How does ConnectorX achieve a lightening speed while keeping the memory footprint low?

We observe that existing solutions more or less do data copy multiple times when downloading the data. Additionally, implementing a data intensive application in Python brings additional cost.

ConnectorX is written in Rust and follows "zero-copy" principle. This allows it to make full use of the CPU by becoming cache and branch predictor friendly. Moreover, the architecture of ConnectorX ensures the data will be copied exactly once, directly from the source to the destination.

Detailed Usage and Examples

API

connectorx.read_sql(conn: str, query: Union[List[str], str], *, return_type: str = "pandas", protocol: str = "binary", partition_on: Optional[str] = None, partition_range: Optional[Tuple[int, int]] = None, partition_num: Optional[int] = None)

Run the SQL query, download the data from database into a Pandas dataframe.

Parameters

  • conn(str): Connection string uri. Currently only PostgreSQL is supported.
  • query(string or list of string): SQL query or list of SQL queries for fetching data.
  • return_type(string, optional(default "pandas")): The return type of this function.

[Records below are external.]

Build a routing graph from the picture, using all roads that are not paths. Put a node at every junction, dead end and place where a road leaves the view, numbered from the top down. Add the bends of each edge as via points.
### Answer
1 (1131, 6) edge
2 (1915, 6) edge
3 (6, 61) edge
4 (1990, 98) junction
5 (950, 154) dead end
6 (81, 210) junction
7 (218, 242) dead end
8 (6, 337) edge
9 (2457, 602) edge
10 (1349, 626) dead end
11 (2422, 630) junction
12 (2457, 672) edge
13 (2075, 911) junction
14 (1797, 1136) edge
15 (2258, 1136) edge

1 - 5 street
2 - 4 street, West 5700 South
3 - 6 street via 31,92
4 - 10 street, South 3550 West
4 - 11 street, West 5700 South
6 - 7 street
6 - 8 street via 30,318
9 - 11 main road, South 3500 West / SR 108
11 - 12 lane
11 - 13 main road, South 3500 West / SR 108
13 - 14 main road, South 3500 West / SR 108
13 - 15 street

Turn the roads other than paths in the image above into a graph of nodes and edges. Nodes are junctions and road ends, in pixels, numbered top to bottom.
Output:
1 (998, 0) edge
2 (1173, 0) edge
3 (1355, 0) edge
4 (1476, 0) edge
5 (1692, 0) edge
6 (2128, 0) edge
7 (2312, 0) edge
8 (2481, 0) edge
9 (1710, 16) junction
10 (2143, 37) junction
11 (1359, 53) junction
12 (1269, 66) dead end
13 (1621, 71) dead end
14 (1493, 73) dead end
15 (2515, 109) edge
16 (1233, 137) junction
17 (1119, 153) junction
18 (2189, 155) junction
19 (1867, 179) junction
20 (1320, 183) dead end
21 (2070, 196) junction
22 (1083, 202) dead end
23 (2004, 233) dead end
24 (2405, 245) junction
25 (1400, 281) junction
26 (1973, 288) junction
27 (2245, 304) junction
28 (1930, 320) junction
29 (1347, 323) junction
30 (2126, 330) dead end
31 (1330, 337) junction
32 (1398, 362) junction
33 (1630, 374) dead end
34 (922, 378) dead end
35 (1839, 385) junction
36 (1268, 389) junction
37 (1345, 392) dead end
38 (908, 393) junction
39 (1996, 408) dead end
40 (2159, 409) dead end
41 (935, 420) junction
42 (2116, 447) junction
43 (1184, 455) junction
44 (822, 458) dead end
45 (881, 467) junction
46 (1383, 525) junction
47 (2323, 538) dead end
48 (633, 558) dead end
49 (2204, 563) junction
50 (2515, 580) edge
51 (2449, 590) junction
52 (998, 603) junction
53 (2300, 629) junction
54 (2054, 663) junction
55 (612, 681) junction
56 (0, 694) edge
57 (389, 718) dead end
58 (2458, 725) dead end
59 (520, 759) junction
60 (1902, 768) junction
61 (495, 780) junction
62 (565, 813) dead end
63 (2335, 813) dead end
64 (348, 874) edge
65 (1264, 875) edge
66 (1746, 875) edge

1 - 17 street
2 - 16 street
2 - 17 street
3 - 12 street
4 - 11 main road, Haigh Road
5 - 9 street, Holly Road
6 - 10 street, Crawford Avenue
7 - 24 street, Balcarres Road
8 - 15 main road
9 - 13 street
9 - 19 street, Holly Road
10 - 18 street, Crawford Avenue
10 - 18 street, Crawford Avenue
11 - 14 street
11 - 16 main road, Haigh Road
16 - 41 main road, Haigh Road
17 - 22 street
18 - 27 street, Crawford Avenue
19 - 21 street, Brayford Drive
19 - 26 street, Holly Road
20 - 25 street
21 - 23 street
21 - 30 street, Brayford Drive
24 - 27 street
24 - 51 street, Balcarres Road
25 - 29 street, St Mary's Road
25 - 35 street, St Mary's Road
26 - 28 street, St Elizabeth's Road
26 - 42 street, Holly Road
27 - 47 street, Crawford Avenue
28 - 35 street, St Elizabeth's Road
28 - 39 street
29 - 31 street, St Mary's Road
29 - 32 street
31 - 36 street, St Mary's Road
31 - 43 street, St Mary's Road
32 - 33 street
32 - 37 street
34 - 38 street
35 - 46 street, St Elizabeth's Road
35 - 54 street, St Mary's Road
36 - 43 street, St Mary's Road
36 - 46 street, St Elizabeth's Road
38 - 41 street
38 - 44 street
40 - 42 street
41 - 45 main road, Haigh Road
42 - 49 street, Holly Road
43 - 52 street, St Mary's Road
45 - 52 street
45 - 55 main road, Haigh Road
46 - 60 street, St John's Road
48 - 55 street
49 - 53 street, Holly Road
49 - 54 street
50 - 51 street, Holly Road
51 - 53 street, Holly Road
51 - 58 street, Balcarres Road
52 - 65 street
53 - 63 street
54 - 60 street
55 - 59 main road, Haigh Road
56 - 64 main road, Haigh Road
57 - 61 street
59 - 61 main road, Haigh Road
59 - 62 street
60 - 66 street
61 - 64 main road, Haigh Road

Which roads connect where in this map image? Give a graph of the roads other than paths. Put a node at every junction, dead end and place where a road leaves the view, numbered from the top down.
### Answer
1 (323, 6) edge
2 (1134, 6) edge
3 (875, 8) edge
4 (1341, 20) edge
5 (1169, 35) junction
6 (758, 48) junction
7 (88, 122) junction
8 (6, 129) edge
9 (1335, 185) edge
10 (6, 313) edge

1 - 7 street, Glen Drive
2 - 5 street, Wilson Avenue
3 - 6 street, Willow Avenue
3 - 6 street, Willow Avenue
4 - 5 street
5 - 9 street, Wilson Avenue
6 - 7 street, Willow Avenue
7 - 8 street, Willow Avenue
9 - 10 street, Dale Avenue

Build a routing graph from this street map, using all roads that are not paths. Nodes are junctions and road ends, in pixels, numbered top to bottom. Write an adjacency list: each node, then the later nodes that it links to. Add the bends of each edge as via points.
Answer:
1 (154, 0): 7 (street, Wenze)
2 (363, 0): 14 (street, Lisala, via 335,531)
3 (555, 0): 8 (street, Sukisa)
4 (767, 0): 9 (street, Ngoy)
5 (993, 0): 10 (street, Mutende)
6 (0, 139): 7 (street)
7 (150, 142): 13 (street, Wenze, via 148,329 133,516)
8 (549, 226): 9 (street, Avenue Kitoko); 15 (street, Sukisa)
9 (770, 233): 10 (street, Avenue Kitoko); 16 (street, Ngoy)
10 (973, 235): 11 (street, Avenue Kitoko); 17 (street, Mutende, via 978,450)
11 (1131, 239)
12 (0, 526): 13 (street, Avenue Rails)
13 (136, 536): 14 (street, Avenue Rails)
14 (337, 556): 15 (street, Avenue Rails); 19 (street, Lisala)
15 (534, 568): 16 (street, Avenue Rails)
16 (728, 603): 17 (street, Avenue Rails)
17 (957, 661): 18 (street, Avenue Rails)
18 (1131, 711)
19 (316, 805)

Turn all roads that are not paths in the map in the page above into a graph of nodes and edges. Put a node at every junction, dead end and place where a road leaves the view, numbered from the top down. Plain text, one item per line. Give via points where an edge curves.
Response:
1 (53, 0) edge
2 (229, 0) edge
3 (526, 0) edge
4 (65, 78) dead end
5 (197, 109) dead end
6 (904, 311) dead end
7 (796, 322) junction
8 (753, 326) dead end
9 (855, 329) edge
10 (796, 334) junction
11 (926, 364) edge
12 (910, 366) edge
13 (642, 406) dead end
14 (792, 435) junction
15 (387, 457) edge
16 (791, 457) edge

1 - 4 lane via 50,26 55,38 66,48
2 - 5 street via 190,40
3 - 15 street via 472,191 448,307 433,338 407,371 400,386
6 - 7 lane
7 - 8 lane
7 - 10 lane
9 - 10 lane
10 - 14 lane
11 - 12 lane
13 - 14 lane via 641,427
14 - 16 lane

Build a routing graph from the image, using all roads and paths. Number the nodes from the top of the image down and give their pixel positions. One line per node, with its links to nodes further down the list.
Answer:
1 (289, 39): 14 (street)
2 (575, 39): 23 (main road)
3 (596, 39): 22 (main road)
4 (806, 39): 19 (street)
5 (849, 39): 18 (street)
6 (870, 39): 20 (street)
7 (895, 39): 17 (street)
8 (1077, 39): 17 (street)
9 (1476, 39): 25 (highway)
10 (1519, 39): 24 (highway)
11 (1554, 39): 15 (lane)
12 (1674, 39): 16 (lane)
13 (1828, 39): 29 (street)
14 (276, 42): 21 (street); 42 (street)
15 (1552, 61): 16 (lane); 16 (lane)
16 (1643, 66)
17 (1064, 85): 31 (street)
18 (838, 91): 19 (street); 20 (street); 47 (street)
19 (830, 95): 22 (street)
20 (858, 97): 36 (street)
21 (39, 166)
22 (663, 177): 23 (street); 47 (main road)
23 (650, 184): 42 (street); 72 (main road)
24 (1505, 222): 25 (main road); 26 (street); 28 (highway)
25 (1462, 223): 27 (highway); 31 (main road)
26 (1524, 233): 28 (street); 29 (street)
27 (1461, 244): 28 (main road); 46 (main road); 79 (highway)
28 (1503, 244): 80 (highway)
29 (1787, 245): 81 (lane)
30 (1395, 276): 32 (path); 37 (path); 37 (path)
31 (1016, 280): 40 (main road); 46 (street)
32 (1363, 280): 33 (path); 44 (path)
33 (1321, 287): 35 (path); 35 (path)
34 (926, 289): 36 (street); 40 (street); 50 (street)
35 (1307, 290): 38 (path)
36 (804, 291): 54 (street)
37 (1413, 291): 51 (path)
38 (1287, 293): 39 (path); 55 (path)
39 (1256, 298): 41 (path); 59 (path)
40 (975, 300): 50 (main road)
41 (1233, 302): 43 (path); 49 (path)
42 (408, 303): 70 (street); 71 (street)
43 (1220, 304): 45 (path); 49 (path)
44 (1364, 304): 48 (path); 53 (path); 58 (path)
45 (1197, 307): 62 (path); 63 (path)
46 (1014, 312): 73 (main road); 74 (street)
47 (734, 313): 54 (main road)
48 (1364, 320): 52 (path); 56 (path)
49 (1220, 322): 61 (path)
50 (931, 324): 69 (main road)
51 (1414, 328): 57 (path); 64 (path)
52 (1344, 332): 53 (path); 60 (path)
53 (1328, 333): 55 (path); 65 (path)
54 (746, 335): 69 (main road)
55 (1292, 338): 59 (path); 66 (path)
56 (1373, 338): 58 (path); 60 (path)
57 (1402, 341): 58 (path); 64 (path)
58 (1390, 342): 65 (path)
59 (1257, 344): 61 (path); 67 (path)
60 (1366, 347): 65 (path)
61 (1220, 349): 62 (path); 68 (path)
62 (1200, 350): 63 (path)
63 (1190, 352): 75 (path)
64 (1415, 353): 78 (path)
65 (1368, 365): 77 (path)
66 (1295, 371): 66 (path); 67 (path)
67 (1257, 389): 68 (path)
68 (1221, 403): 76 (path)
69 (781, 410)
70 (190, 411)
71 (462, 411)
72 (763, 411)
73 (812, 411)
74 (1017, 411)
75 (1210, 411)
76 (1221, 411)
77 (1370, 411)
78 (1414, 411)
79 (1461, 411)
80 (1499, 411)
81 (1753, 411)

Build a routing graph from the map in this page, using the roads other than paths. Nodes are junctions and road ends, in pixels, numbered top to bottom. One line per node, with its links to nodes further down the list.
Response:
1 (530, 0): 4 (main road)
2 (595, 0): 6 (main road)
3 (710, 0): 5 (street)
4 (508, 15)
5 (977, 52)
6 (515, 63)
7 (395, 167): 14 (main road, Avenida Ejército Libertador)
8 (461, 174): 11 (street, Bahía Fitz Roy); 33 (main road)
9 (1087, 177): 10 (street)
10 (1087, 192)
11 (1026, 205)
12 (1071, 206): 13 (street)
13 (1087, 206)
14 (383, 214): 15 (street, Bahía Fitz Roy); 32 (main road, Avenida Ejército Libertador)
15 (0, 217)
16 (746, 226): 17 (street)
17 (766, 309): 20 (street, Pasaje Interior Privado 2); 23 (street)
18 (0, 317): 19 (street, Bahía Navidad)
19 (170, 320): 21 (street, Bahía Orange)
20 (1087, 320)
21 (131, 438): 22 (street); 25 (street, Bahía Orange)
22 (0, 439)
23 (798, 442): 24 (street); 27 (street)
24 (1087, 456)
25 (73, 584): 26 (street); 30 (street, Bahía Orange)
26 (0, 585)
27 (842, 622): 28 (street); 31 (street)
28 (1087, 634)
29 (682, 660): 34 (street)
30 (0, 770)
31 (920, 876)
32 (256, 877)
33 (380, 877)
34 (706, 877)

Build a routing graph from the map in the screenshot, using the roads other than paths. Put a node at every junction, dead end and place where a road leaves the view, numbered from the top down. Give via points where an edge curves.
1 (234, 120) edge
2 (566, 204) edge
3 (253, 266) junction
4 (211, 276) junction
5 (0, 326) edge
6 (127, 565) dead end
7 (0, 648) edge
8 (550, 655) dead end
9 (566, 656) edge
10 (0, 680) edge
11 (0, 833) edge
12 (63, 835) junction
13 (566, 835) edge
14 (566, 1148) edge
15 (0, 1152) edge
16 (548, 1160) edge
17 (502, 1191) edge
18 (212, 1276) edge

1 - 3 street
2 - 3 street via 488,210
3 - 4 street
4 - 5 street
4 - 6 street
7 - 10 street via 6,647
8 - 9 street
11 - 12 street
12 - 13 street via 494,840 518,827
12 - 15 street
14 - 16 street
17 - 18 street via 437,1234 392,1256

Currently only "pandas" is supported.
  • partition_on(string, optional(default None)): The column to partition the result.
  • partition_range(tuple of int, optional(default None)): The value range of the partition column.
  • partition_num(int, optional(default None)): The number of partitions to generate.

Examples

  • Read a DataFrame from a SQL using a single thread

    import connectorx as cx
    
    postgres_url = "postgresql://username:password@server:port/database"
    query = "SELECT * FROM lineitem"
    
    cx.read_sql(postgres_url, query)
    
  • Read a DataFrame parallelly using 10 threads by automatically partitioning the provided SQL on the partition column (partition_range will be automatically queried if not given)

    import connectorx as cx
    
    postgres_url = "postgresql://username:password@server:port/database"
    query = "SELECT * FROM lineitem"
    
    cx.read_sql(postgres_url, query, partition_on="partition_col", partition_num=10)
    
  • Read a DataFrame parallelly using 2 threads by manually providing two partition SQLs (the schemas of all the query results should be same)

    import connectorx as cx
    
    postgres_url = "postgresql://username:password@server:port/database"
    queries = ["SELECT * FROM lineitem WHERE partition_col <= 10", "SELECT * FROM lineitem WHERE partition_col > 10"]
    
    cx.read_sql(postgres_url, queries)
    

Next Plan

Checkout our discussions to participate in deciding our next plan!

Project details


Download files

Download the file for your platform. If you're not sure which to choose, learn more about installing packages.

Source Distributions

No source distribution files available for this release.See tutorial on generating distribution archives.

Built Distributions

If you're not sure about the file name format, learn more about wheel file names.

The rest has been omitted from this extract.